**Data listing**
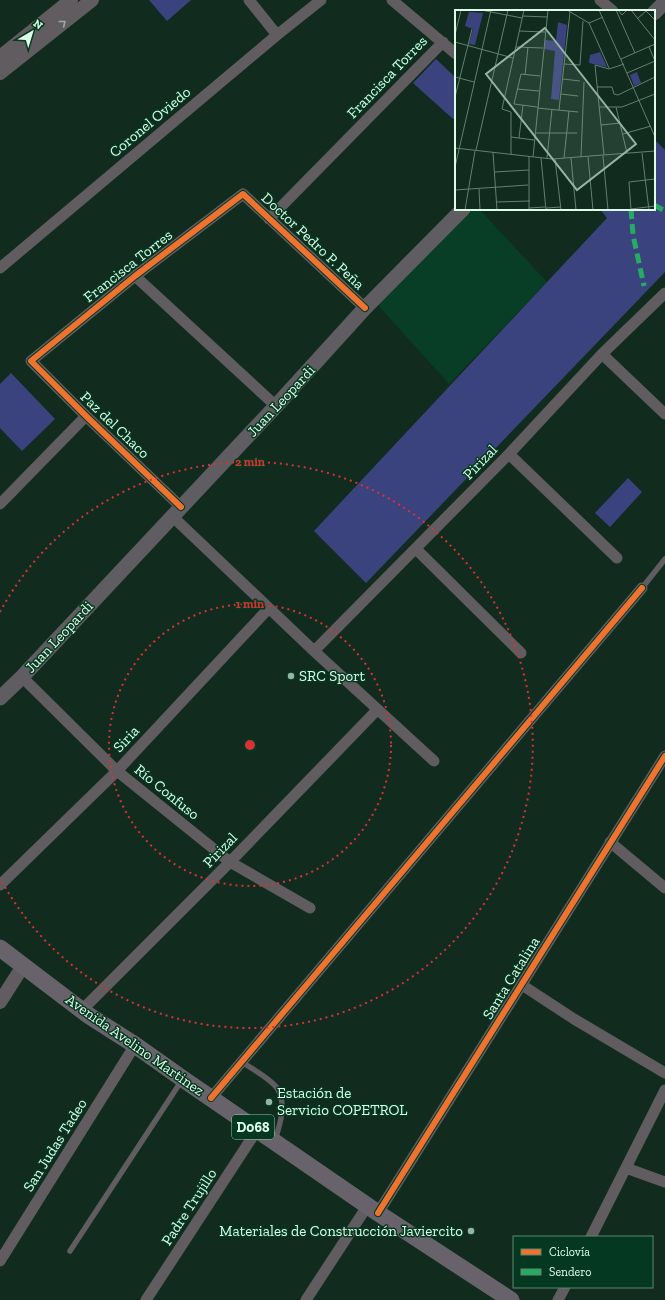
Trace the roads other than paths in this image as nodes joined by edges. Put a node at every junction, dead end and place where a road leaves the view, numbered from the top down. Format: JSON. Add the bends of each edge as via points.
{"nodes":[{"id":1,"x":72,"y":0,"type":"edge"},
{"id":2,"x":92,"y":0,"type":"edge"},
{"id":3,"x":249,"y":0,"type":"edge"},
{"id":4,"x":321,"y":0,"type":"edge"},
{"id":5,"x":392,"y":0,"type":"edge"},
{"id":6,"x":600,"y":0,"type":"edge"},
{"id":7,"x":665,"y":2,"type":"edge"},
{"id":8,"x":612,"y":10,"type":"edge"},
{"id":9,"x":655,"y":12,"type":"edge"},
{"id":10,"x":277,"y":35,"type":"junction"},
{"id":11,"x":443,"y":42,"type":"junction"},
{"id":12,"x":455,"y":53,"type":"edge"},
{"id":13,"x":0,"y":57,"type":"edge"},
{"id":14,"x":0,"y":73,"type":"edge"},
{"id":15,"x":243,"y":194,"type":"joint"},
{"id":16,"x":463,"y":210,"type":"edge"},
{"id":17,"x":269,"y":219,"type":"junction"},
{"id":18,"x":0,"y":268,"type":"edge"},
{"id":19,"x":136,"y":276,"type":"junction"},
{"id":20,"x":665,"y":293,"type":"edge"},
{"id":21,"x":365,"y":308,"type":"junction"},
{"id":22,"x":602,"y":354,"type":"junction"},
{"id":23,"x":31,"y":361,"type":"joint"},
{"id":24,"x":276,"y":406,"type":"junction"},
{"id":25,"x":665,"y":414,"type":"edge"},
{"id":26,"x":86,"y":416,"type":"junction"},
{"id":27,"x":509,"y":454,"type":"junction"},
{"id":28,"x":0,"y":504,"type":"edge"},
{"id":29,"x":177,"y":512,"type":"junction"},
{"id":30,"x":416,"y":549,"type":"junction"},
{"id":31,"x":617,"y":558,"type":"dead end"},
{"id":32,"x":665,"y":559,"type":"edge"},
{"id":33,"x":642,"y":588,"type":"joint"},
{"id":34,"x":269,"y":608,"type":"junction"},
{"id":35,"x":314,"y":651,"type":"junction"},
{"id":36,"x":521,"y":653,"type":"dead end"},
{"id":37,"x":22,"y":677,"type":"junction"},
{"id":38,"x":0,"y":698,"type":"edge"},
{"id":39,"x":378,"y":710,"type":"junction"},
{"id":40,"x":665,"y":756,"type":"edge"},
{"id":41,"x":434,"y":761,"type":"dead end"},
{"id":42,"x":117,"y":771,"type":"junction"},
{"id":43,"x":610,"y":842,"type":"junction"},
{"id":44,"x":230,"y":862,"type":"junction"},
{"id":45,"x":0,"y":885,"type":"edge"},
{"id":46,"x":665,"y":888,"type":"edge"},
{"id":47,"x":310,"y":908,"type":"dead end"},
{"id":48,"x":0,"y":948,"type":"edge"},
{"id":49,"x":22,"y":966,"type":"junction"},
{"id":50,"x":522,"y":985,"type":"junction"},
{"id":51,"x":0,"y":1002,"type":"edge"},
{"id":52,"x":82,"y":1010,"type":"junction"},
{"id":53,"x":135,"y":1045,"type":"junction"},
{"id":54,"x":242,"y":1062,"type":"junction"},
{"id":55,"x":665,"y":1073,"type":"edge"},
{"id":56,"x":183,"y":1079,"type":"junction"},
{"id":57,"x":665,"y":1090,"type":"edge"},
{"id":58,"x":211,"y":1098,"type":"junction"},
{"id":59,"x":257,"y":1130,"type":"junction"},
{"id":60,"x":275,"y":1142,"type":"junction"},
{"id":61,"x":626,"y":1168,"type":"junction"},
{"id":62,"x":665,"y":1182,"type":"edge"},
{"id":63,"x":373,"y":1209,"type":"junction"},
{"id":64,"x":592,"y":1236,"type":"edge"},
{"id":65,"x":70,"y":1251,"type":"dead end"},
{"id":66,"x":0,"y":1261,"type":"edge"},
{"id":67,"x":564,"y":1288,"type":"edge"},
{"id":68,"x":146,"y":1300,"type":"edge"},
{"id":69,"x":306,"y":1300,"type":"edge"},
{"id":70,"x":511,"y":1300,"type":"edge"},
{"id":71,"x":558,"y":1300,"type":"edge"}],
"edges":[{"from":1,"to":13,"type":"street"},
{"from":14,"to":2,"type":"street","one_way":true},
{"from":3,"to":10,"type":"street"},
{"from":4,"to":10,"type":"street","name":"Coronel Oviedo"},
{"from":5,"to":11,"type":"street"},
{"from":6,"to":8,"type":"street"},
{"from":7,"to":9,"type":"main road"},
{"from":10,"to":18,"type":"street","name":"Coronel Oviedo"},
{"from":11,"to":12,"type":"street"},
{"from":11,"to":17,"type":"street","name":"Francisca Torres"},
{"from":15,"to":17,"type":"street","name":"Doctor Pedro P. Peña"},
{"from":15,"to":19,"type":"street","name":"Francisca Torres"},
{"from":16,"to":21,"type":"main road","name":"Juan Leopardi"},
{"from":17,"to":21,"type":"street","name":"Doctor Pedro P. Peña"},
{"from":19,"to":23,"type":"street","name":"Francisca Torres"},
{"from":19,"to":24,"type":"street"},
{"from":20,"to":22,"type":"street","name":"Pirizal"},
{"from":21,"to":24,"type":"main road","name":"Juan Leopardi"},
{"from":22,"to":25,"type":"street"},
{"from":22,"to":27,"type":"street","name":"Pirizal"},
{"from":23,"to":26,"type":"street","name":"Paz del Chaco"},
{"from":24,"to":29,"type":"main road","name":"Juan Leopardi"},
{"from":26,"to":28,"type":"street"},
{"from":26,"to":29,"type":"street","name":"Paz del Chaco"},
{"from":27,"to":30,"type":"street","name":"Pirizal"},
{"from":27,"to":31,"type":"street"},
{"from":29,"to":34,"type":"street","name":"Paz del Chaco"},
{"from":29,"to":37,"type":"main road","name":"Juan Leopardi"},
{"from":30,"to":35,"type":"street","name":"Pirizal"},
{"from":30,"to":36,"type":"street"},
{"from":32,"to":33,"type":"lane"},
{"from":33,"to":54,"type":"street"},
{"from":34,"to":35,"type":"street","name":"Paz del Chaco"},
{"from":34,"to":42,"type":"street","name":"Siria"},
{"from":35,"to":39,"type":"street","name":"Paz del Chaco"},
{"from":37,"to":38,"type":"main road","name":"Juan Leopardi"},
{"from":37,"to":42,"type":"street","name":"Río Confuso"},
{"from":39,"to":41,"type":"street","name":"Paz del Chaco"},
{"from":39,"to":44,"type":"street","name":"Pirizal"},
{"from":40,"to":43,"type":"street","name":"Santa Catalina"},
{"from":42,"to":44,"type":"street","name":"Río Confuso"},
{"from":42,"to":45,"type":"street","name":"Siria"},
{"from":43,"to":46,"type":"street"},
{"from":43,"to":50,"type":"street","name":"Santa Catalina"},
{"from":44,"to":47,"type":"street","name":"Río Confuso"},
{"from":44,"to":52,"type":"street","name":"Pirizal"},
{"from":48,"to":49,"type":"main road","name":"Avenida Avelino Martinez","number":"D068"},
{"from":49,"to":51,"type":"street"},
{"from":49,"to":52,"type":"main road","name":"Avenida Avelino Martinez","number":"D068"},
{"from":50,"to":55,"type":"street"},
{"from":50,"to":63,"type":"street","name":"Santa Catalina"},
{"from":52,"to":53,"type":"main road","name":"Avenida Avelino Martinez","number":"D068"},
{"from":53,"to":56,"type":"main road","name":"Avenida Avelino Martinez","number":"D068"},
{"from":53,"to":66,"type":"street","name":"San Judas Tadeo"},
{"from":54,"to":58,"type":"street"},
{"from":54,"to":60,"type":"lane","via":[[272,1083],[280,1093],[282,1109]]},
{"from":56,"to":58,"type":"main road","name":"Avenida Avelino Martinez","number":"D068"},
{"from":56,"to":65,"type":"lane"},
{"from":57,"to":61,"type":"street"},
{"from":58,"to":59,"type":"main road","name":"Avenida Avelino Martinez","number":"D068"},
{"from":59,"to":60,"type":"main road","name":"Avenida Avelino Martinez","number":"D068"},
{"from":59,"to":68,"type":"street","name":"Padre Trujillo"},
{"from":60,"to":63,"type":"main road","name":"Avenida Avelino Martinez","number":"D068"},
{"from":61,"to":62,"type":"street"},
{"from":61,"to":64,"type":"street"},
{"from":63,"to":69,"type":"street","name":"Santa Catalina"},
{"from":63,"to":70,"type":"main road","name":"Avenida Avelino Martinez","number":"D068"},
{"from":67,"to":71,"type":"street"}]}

**What you need to do**
Please go through the data above and copy every line that has the word "Oviedo".

**Response area**
{"from":4,"to":10,"type":"street","name":"Coronel Oviedo"},
{"from":10,"to":18,"type":"street","name":"Coronel Oviedo"},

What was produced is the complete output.